As McQuinn and the research team at USAMRIID race against time to discover what the mystery pathogen is and how it could have infected an entire planet so quickly, the laboratory becomes progressively isolated from the outside world. News stations drop off the air and the team loses contact with outside resources; they are on their own in this seemingly insurmountable fight.

It appears that a Pandora’s Box has been opened, unleashing a mindless evil upon mankind. Even USAMRIID is not isolated from the disease and the infection quickly rages through the staff like an out of control wildfire. The real horror reveals itself when the infected awaken from their comas with a virus-ravaged brain that harbors an insatiable fury. The infected are now no more than enraged rabid animals that savagely attack with deadly intent.

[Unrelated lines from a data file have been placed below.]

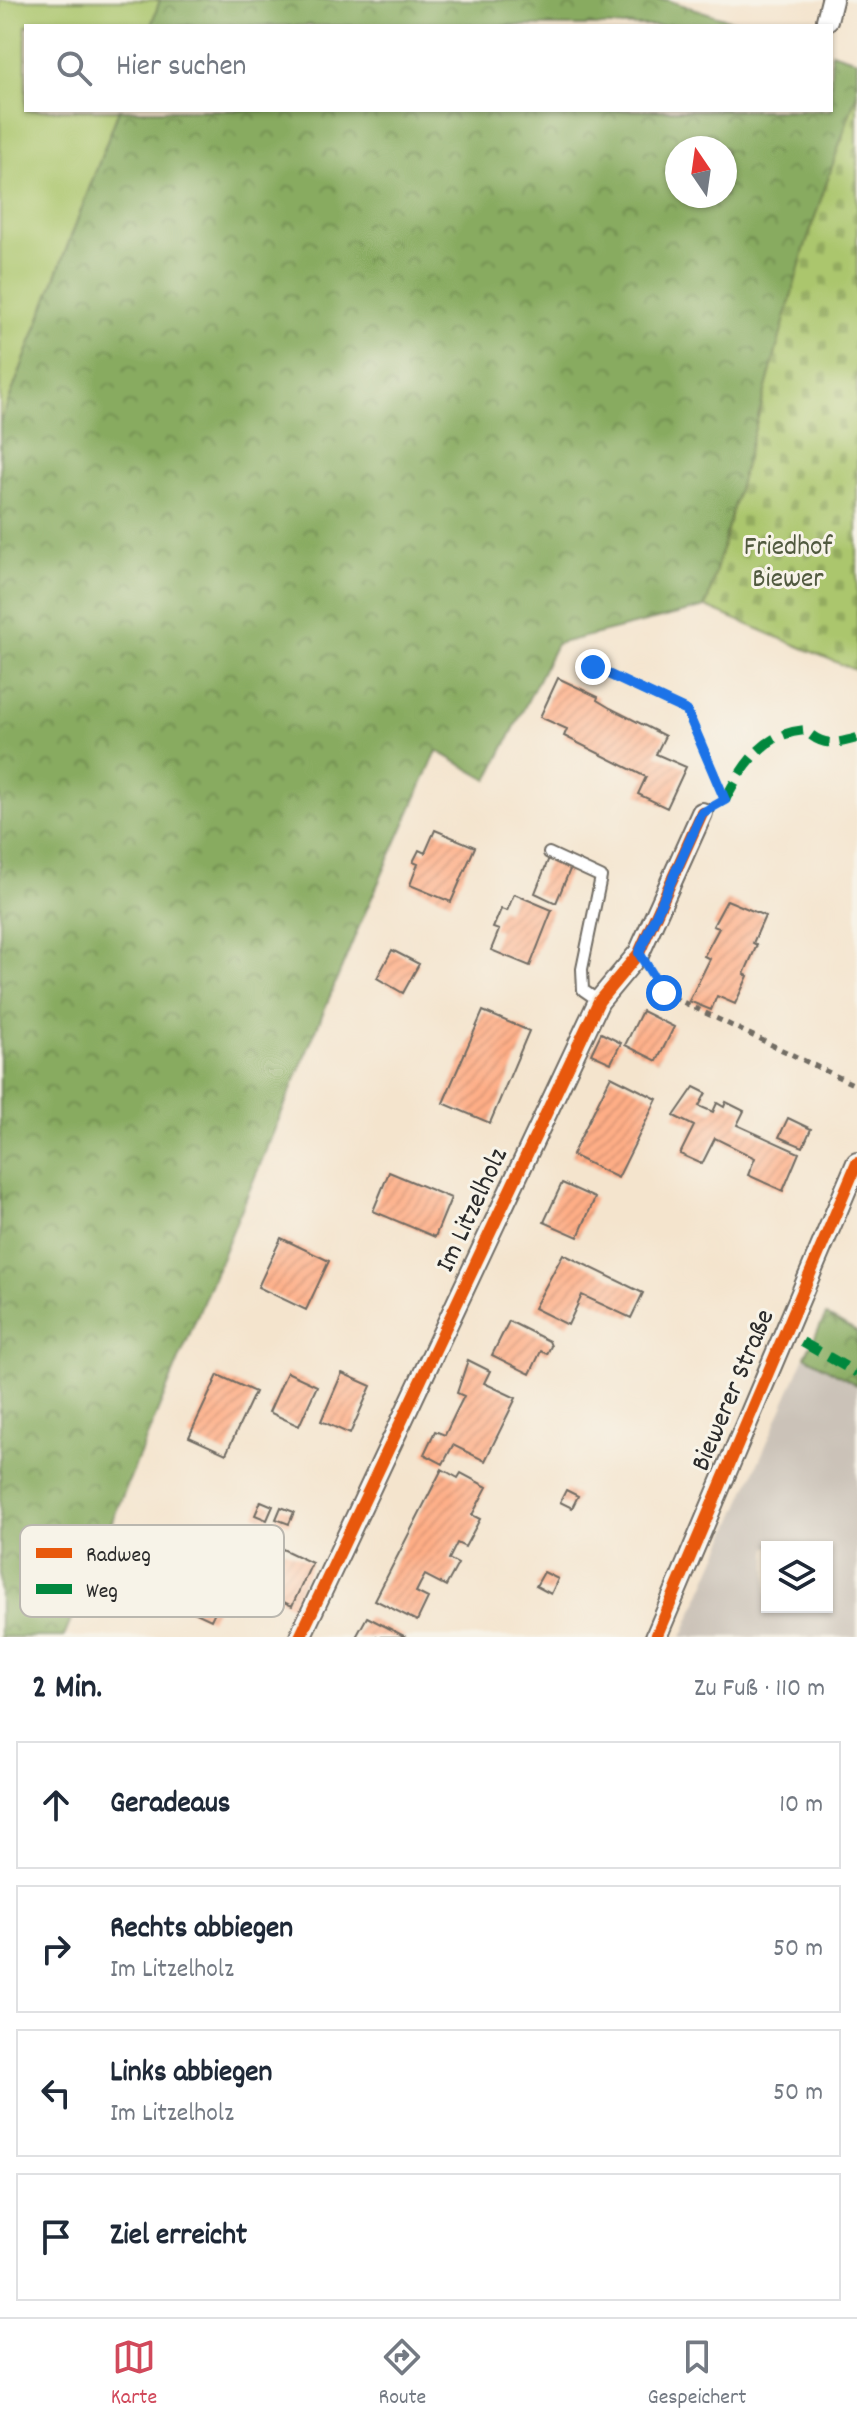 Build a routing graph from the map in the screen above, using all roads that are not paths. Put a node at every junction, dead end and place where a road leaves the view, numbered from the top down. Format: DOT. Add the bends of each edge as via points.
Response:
graph roads {
  1 [pos="702,813"];
  2 [pos="549,853"];
  3 [pos="599,1001"];
  4 [pos="857,1163"];
  5 [pos="300,1637"];
  6 [pos="656,1637"];
  1 -- 3 [label="street, Im Litzelholz" via="639,953"];
  2 -- 3 [label="lane" via="601,877 582,969 583,990"];
  3 -- 5 [label="street, Im Litzelholz"];
  4 -- 6 [label="street, Biewerer Straße"];
} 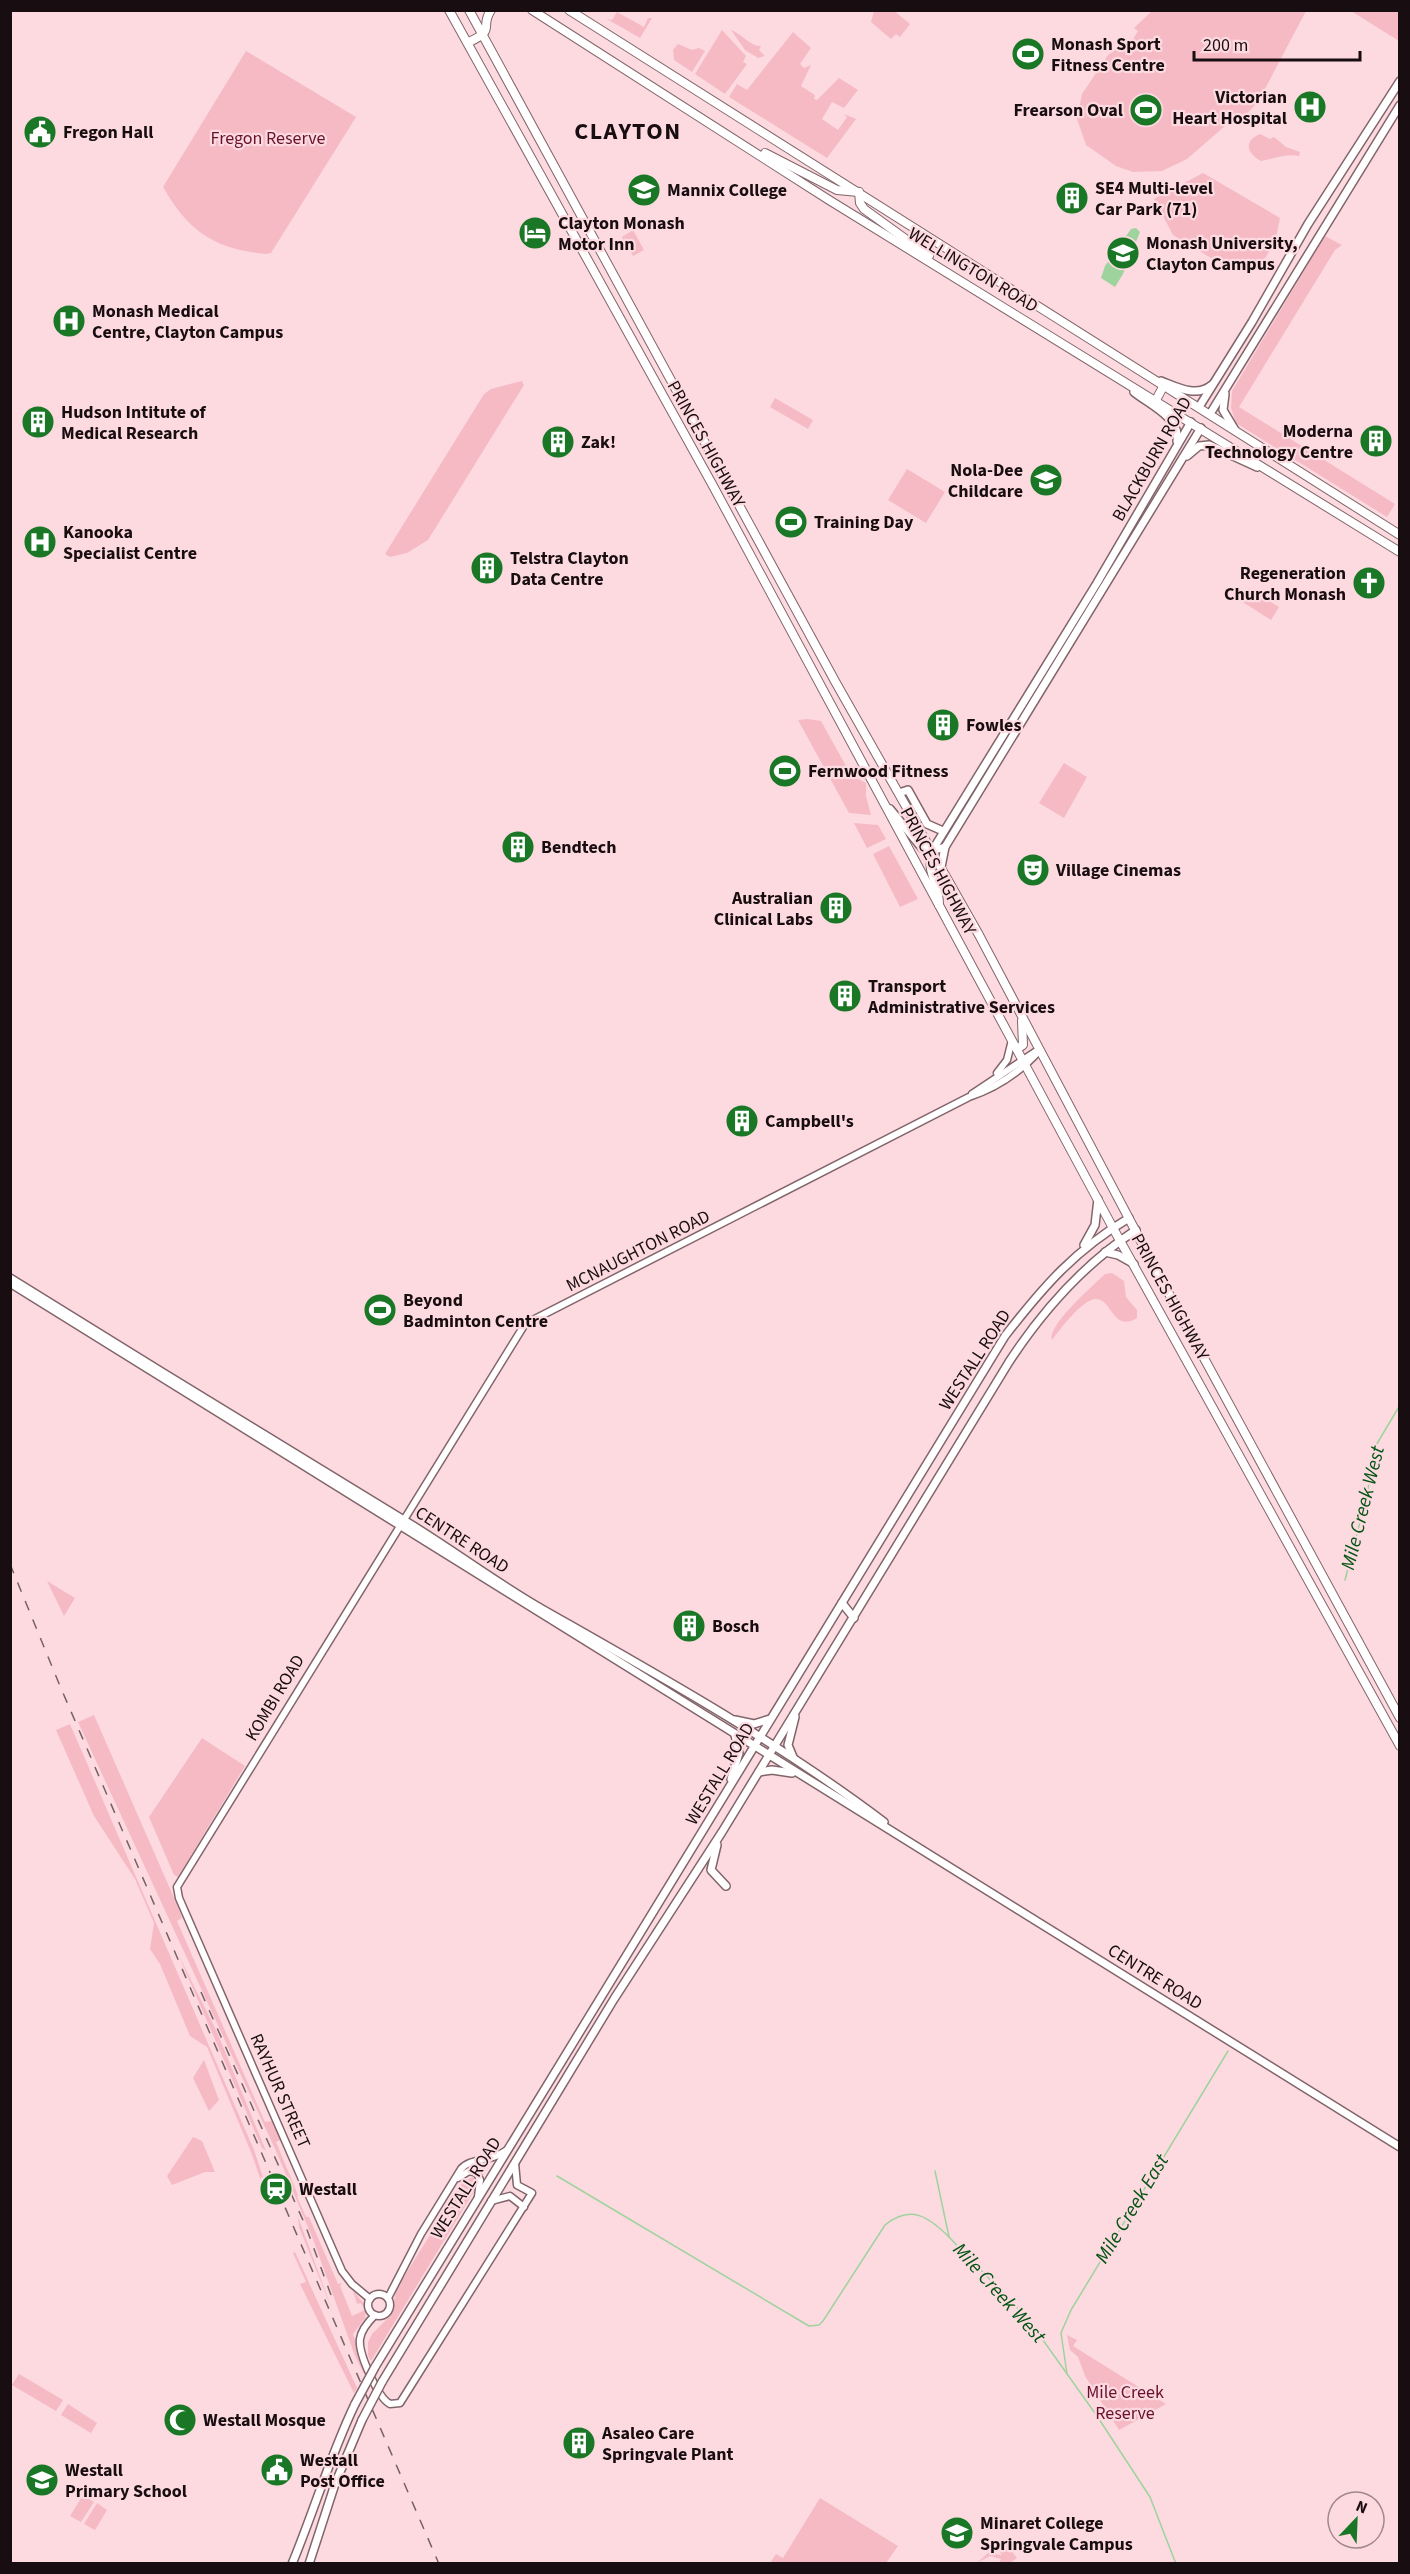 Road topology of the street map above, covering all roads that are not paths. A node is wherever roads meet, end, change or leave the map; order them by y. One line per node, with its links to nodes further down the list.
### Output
1 (449, 10): 7 (highway, PRINCES HIGHWAY)
2 (469, 10): 6 (highway, PRINCES HIGHWAY)
3 (491, 10): 6 (highway)
4 (532, 10): 10 (highway, WELLINGTON ROAD)
5 (569, 10): 11 (highway, WELLINGTON ROAD)
6 (483, 36): 7 (highway); 33 (highway, PRINCES HIGHWAY)
7 (469, 42): 34 (highway, PRINCES HIGHWAY)
8 (1400, 81): 12 (main road, BLACKBURN ROAD)
9 (1400, 105): 13 (main road, BLACKBURN ROAD)
10 (740, 141): 11 (highway); 14 (highway, WELLINGTON ROAD)
11 (859, 192): 14 (highway); 16 (highway, WELLINGTON ROAD)
12 (1310, 221): 13 (main road); 15 (main road, BLACKBURN ROAD)
13 (1324, 228): 17 (main road, BLACKBURN ROAD)
14 (970, 285): 18 (highway, WELLINGTON ROAD)
15 (1214, 382): 16 (main road); 19 (main road, BLACKBURN ROAD)
16 (1165, 384): 18 (highway); 19 (highway, WELLINGTON ROAD)
17 (1226, 389): 20 (main road, BLACKBURN ROAD); 23 (main road)
18 (1155, 404): 21 (highway, WELLINGTON ROAD); 25 (main road)
19 (1199, 407): 20 (highway, WELLINGTON ROAD); 21 (highway, BLACKBURN ROAD)
20 (1210, 414): 22 (highway, BLACKBURN ROAD); 23 (highway, WELLINGTON ROAD)
21 (1191, 422): 22 (highway, WELLINGTON ROAD); 25 (main road, BLACKBURN ROAD)
22 (1201, 428): 24 (highway, WELLINGTON ROAD); 27 (main road, BLACKBURN ROAD)
23 (1236, 431): 29 (highway, WELLINGTON ROAD)
24 (1216, 437): 26 (main road); 28 (highway, WELLINGTON ROAD)
25 (1176, 447): 35 (main road, BLACKBURN ROAD)
26 (1230, 454): 27 (main road); 28 (main road)
27 (1182, 460): 36 (main road, BLACKBURN ROAD)
28 (1284, 480): 31 (highway, WELLINGTON ROAD)
29 (1391, 529): 30 (highway, WELLINGTON ROAD); 31 (highway)
30 (1400, 535)
31 (1383, 541): 32 (highway, WELLINGTON ROAD)
32 (1400, 552)
33 (899, 793): 35 (main road); 37 (highway, PRINCES HIGHWAY)
34 (887, 806): 37 (main road); 39 (highway, PRINCES HIGHWAY)
35 (944, 831): 37 (main road, BLACKBURN ROAD)
36 (945, 847): 37 (main road); 38 (main road, BLACKBURN ROAD)
37 (932, 852): 38 (highway, PRINCES HIGHWAY); 39 (highway)
38 (941, 867): 40 (highway, PRINCES HIGHWAY)
39 (939, 904): 41 (highway, PRINCES HIGHWAY)
40 (1022, 1020): 42 (highway); 43 (highway, PRINCES HIGHWAY)
41 (1012, 1040): 42 (highway, PRINCES HIGHWAY); 45 (main road)
42 (1017, 1049): 44 (highway, PRINCES HIGHWAY)
43 (1039, 1050): 44 (main road, MCNAUGHTON ROAD); 48 (highway, PRINCES HIGHWAY)
44 (1024, 1063): 45 (main road, MCNAUGHTON ROAD); 46 (main road, MCNAUGHTON ROAD); 47 (highway, PRINCES HIGHWAY)
45 (993, 1078): 46 (main road, MCNAUGHTON ROAD)
46 (969, 1097): 62 (main road, MCNAUGHTON ROAD)
47 (1098, 1197): 49 (highway, PRINCES HIGHWAY); 52 (main road)
48 (1129, 1218): 49 (main road, WESTALL ROAD); 50 (highway, PRINCES HIGHWAY)
49 (1113, 1228): 51 (highway, PRINCES HIGHWAY); 52 (main road, WESTALL ROAD)
50 (1136, 1230): 51 (main road, WESTALL ROAD); 57 (highway, PRINCES HIGHWAY)
51 (1121, 1240): 53 (main road, WESTALL ROAD); 54 (highway, PRINCES HIGHWAY)
52 (1082, 1249): 60 (main road, WESTALL ROAD)
53 (1105, 1252): 54 (main road); 61 (main road, WESTALL ROAD)
54 (1134, 1264): 59 (highway, PRINCES HIGHWAY)
55 (10, 1278): 62 (main road, CENTRE ROAD)
56 (10, 1283): 62 (main road, CENTRE ROAD)
57 (1212, 1374): 58 (highway, PRINCES HIGHWAY); 59 (highway)
58 (1217, 1381): 59 (highway); 65 (highway, PRINCES HIGHWAY)
59 (1205, 1391): 66 (highway, PRINCES HIGHWAY)
60 (932, 1455): 61 (main road); 63 (main road, WESTALL ROAD)
61 (946, 1464): 64 (main road, WESTALL ROAD)
62 (403, 1524): 68 (main road, CENTRE ROAD); 71 (main road, CENTRE ROAD); 86 (main road, KOMBI ROAD)
63 (842, 1603): 64 (main road); 69 (main road, WESTALL ROAD)
64 (854, 1618): 67 (main road, WESTALL ROAD)
65 (1373, 1669): 66 (highway); 70 (highway, PRINCES HIGHWAY)
66 (1362, 1676): 73 (highway, PRINCES HIGHWAY)
67 (799, 1706): 75 (main road, WESTALL ROAD); 77 (main road)
68 (727, 1717): 69 (main road); 72 (main road, CENTRE ROAD)
69 (771, 1718): 72 (main road, WESTALL ROAD)
70 (1400, 1718)
71 (735, 1735): 74 (main road, CENTRE ROAD); 80 (main road)
72 (760, 1738): 74 (main road, WESTALL ROAD); 75 (main road, CENTRE ROAD)
73 (1400, 1746)
74 (754, 1747): 76 (main road, CENTRE ROAD); 80 (main road, WESTALL ROAD)
75 (774, 1747): 76 (main road, WESTALL ROAD); 77 (main road, CENTRE ROAD)
76 (768, 1757): 78 (main road, WESTALL ROAD); 79 (main road, CENTRE ROAD)
77 (794, 1759): 81 (main road, CENTRE ROAD)
78 (759, 1772): 79 (main road); 83 (main road, WESTALL ROAD)
79 (797, 1774): 82 (main road, CENTRE ROAD)
80 (726, 1793): 88 (main road, WESTALL ROAD)
81 (845, 1793): 82 (main road); 84 (main road, CENTRE ROAD)
82 (840, 1800): 84 (main road, CENTRE ROAD)
83 (722, 1832): 85 (main road); 89 (main road, WESTALL ROAD)
84 (895, 1832): 87 (main road, CENTRE ROAD)
85 (726, 1886)
86 (177, 1887): 95 (main road, RAYHUR STREET)
87 (1400, 2147)
88 (507, 2150): 90 (main road, WESTALL ROAD); 91 (main road, WESTALL ROAD)
89 (516, 2161): 92 (main road, WESTALL ROAD); 93 (main road)
90 (450, 2187): 91 (main road); 94 (main road, WESTALL ROAD)
91 (478, 2197): 97 (main road, WESTALL ROAD, bridge)
92 (491, 2201): 93 (main road); 98 (main road, WESTALL ROAD, bridge)
93 (524, 2206): 96 (main road)
94 (388, 2298): 95 (main road); 96 (main road)
95 (370, 2299): 96 (main road)
96 (375, 2314)
97 (308, 2528): 98 (main road); 99 (main road, WESTALL ROAD)
98 (319, 2535): 99 (main road); 101 (main road, WESTALL ROAD)
99 (304, 2536): 100 (main road, WESTALL ROAD)
100 (292, 2564)
101 (309, 2564)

Forced to leave the facility, Steven rushes home to his family through the post-apocalyptical landscape that has befallen the world. They set out on the road to find sanctuary in the country. Meeting up with other uninfected survivors the growing group will have to fight their way through hordes of infected as they discover that no place is really safe. No matter how prepared you are, how cautious you try to be, your best laid plans are not enough to protect you from the Zombie Virus.

LanguageEnglish
PublisherPermuted
Release dateJan 6, 2015
ISBN9781618684219
The Zombie Virus (Book 1)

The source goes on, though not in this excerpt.